退院の報告
Welcome to Kevin's English Room Podcast. No, welcome to. Welcome back to. Welcome back.
Welcome back to this podcast. I am back. You're back. I am back from the hospital. Yes.
Yes. It was so long. Was it? Was it so long for you? It was long. It was long. How long was it exactly?
Like two weeks. Two weeks, right? Being hospitalized. Just a little under two weeks.
Yeah. Wasn't it like shorter than like originally planned? No? Well, so there was no originally
planned. The doctor was like about two weeks. You don't have an exact date of when you're going to
be de-hospitalized. It really depends on your recovery. But I did recover at a great pace.
And I was de-hospitalized probably like the fastest possible scheduling. I mean, it was pretty
fast. Like to me, like I thought like, you know, you told me the day, well, this might be the day
of de-hospitalized. And I was expecting that. But you know, like, whoa, he's recovering. Yeah.
That's right. Great thing. Great thing. Right. But yeah. So, but I mean, yeah, the surgery was all
good. All good. There's no, it was a success. Even though I do have the post-surgery, you know,
effects still in my body. For example, around the cuts I made, it's still kind of paralyzed. It kind
of, it's like shibireru. It's stingy. It's like, yeah, that's, that feels like I can't wear like
tight jeans. I can't wear like tight belts. That would directly, it kind of hurts. I see. Every time
I walk, it kind of like frictions. Right. So that's that. And a huge part of, is this thing called
the LARS. L-A-R-S. L-A-R-S. Yeah. It's an acronym or something. I don't know what it is. But it's
like, it's haiben shougai. That's what it is. Right. So because I cut my chokucho. Chokucho
is where you store your poop. Now I'm like, I only have like half of that left. Yeah. So
I can't hold as much. Yeah. And it's unstable. It makes me constantly want to go to the,
go take a shit. Even though, and even if I do go take a shit, you only have like, that's it.
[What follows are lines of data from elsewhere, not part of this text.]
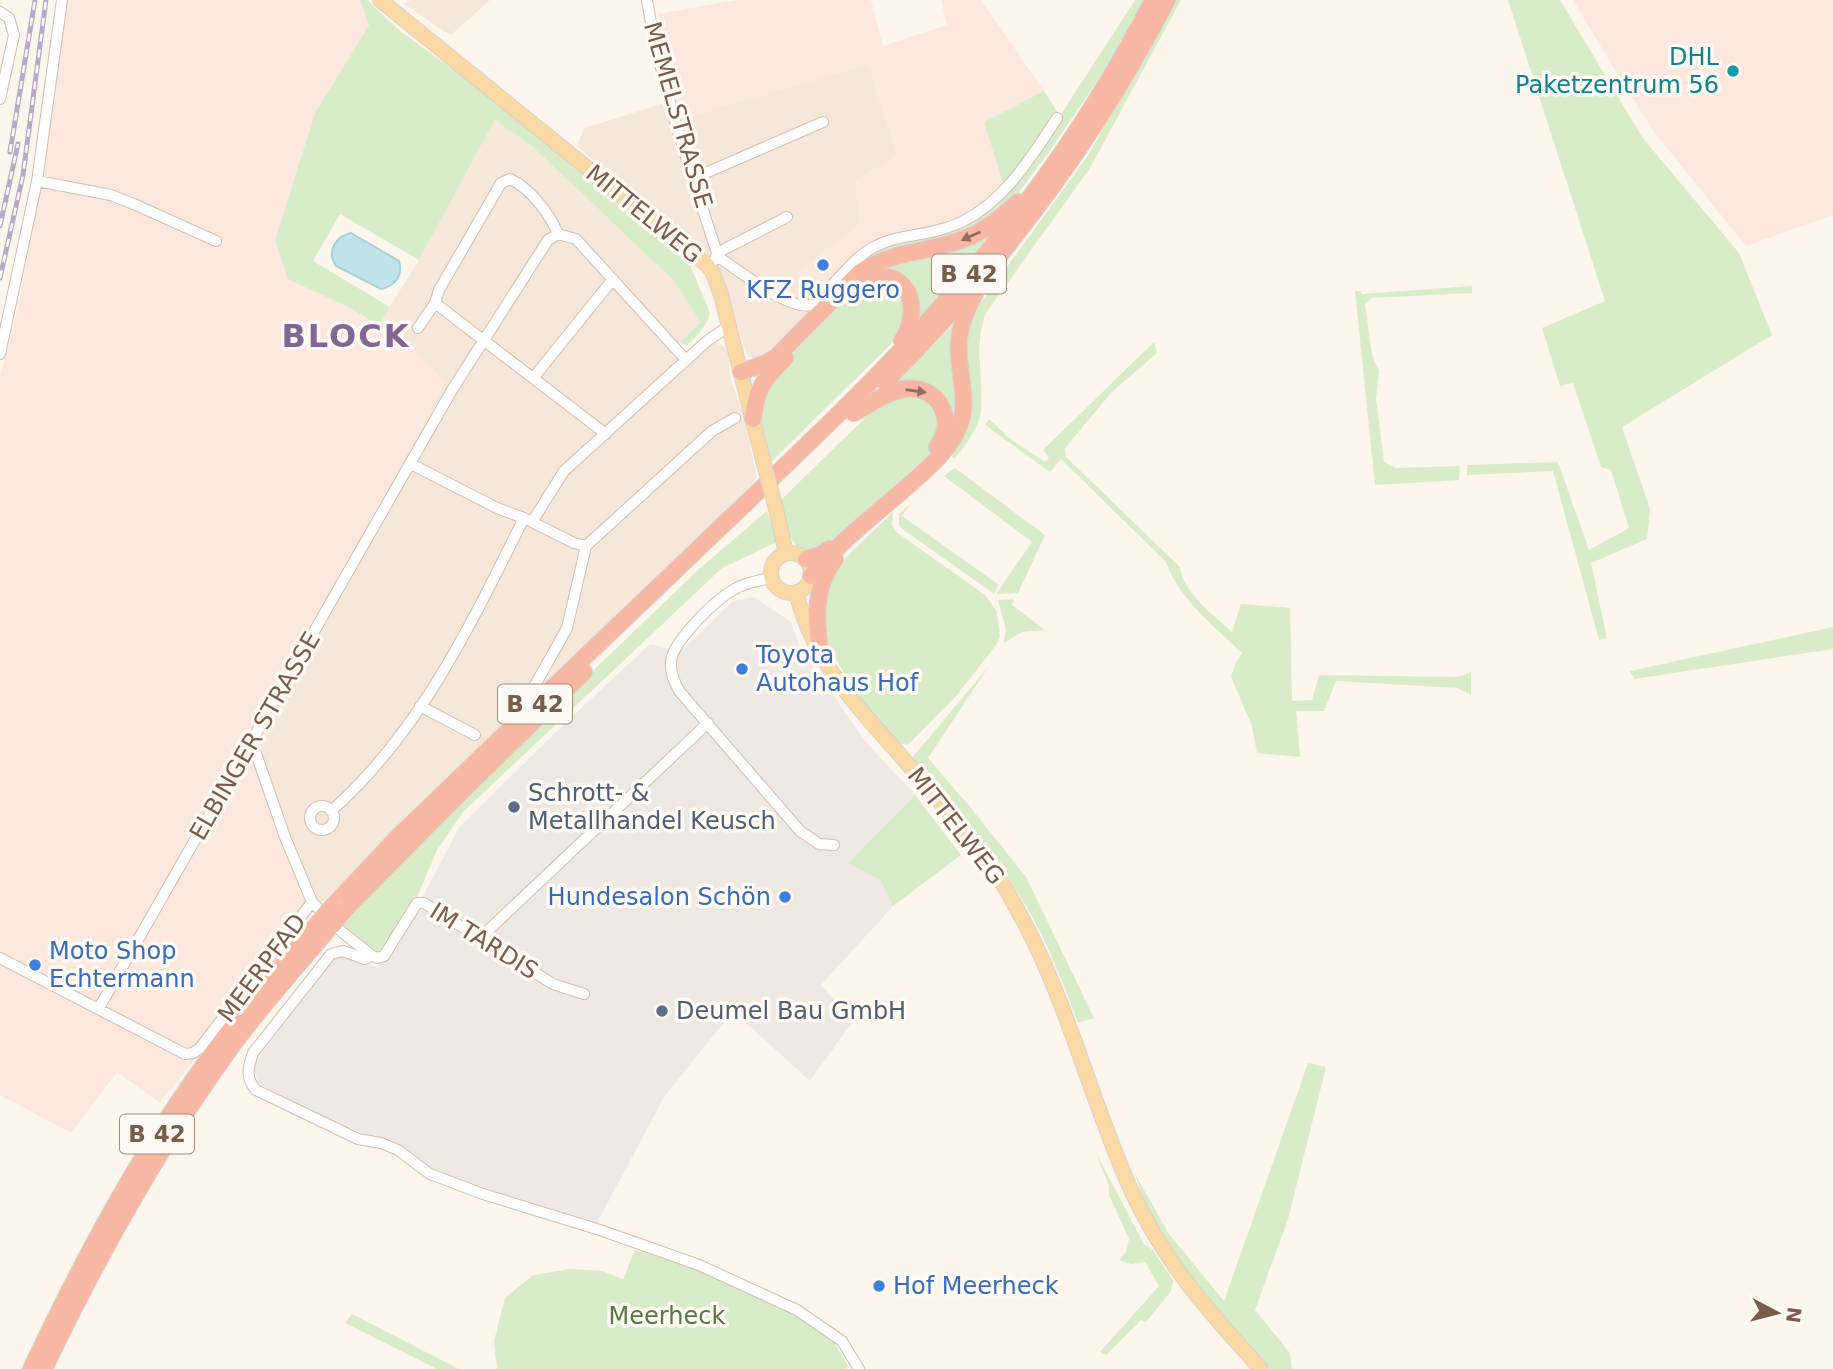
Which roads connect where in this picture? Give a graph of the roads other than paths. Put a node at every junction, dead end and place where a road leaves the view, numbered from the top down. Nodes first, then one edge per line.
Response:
1 (62, 0) edge
2 (380, 0) edge
3 (647, 0) edge
4 (1153, 0) edge
5 (1167, 0) edge
6 (0, 12) edge
7 (0, 99) edge
8 (1057, 118) dead end
9 (823, 122) dead end
10 (694, 178) junction
11 (1043, 179) junction
12 (37, 181) junction
13 (788, 217) dead end
14 (558, 234) junction
15 (216, 241) dead end
16 (715, 259) junction
17 (993, 264) junction
18 (613, 279) junction
19 (435, 303) junction
20 (729, 326) junction
21 (418, 328) dead end
22 (484, 340) junction
23 (0, 354) edge
24 (686, 360) junction
25 (888, 364) junction
26 (534, 377) junction
27 (742, 378) junction
28 (766, 378) junction
29 (854, 413) junction
30 (735, 418) dead end
31 (753, 419) junction
32 (606, 434) junction
33 (411, 464) junction
34 (528, 520) junction
35 (853, 535) junction
36 (586, 545) junction
37 (786, 553) junction
38 (806, 559) junction
39 (811, 576) junction
40 (772, 578) junction
41 (796, 592) junction
42 (821, 658) junction
43 (534, 687) dead end
44 (420, 706) junction
45 (708, 723) junction
46 (475, 735) dead end
47 (252, 742) junction
48 (331, 811) dead end
49 (834, 845) dead end
50 (312, 902) junction
51 (325, 924) junction
52 (481, 937) junction
53 (371, 955) junction
54 (0, 957) edge
55 (584, 994) dead end
56 (99, 1008) junction
57 (31, 1369) edge
58 (44, 1369) edge
59 (859, 1369) edge
60 (1261, 1369) edge

1 - 12 street
2 - 16 main road, MITTELWEG
3 - 10 street, MEMELSTRASSE
4 - 11 highway, B 42
5 - 17 highway, B 42
6 - 7 street
8 - 16 street, MITTELWEG
9 - 10 street
10 - 16 street, MEMELSTRASSE
11 - 25 highway, B 42
11 -> 27 highway
12 - 15 street
12 - 23 street
13 - 16 street, MITTELWEG
14 - 18 street
14 - 19 street
14 - 22 street, ELBINGER STRASSE
16 - 20 main road, MITTELWEG
17 - 29 highway, B 42
17 - 35 highway
18 - 24 street
18 - 26 street
19 - 21 street
19 - 22 street
20 - 24 street
20 - 27 main road, MITTELWEG
22 - 26 street
22 - 33 street, ELBINGER STRASSE
24 - 32 street
25 - 28 highway
25 - 51 highway, B 42, bridge
26 - 32 street
27 - 28 highway
27 - 31 main road, MITTELWEG
28 - 31 highway
29 -> 38 highway
29 - 51 highway, B 42, bridge
30 - 36 street
31 - 37 main road, MITTELWEG, bridge
32 - 34 street
33 - 34 street
33 - 47 street, ELBINGER STRASSE
34 - 36 street
34 - 44 street
35 - 39 highway
35 - 42 highway
36 - 43 street
37 - 38 main road
37 - 40 main road
38 - 39 main road
39 - 41 main road
40 - 41 main road
40 - 45 street
41 - 42 main road, MITTELWEG
42 - 60 main road, MITTELWEG
44 - 46 street
44 - 48 street
45 - 49 street
45 - 52 street
47 - 50 street
47 - 56 street, ELBINGER STRASSE
50 - 53 street, MEERPFAD
50 - 56 street, MEERPFAD
51 - 57 highway, B 42
51 - 58 highway, B 42
52 - 53 street, IM TARDIS
52 - 55 street, IM TARDIS
53 - 59 street, MEERPFAD
54 - 56 street, MEERPFAD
And you're, it's, it's discomforting. Right. And it's, you're always thinking about
taking a shit. Does, does data like come out? Like everything? What do you mean? I mean,
even though you cut half of your chokucho. Yeah. You still have your poops in your body. That's
right. Yeah. That's right. So every time I poop, everything doesn't come out. Oh. So like you poop
out five minutes after you want to poop again. Okay. Five minutes after I want to poop again.
Yeah. That's, I'm still really, I'm still trying to control this shit. Yeah. Really am. Literally.
Literally. Right. Yeah. But can you control that? So, so yeah, sometimes I can. Okay. Like,
right after I eat, it's kind of hard to control. But other than that, it's like I can hold it in.
Okay. Yeah. I can hold it in. Right. The, how severe your LARS symptom is really is,
forgot my glasses, let me write it down. It really is dependent on that person. Okay. There's,
yeah, there's not much data that you can say, like most people happen like this or yeah,
there's no, not enough data so far. Okay. So yeah. So really you have to, it's a, it's a
surprise, you know, you have to see how bad it is. Okay. Usually, and they say that this will be gone
from few weeks to few years. Oh, that's wide. That's so wide. So yeah. I, so I don't know when
this is going to end, but it can be gone in few weeks. It could be gone in few weeks if I'm fast,
but I don't know. I don't know. Is it better for you to hold it and to, I don't know, is that?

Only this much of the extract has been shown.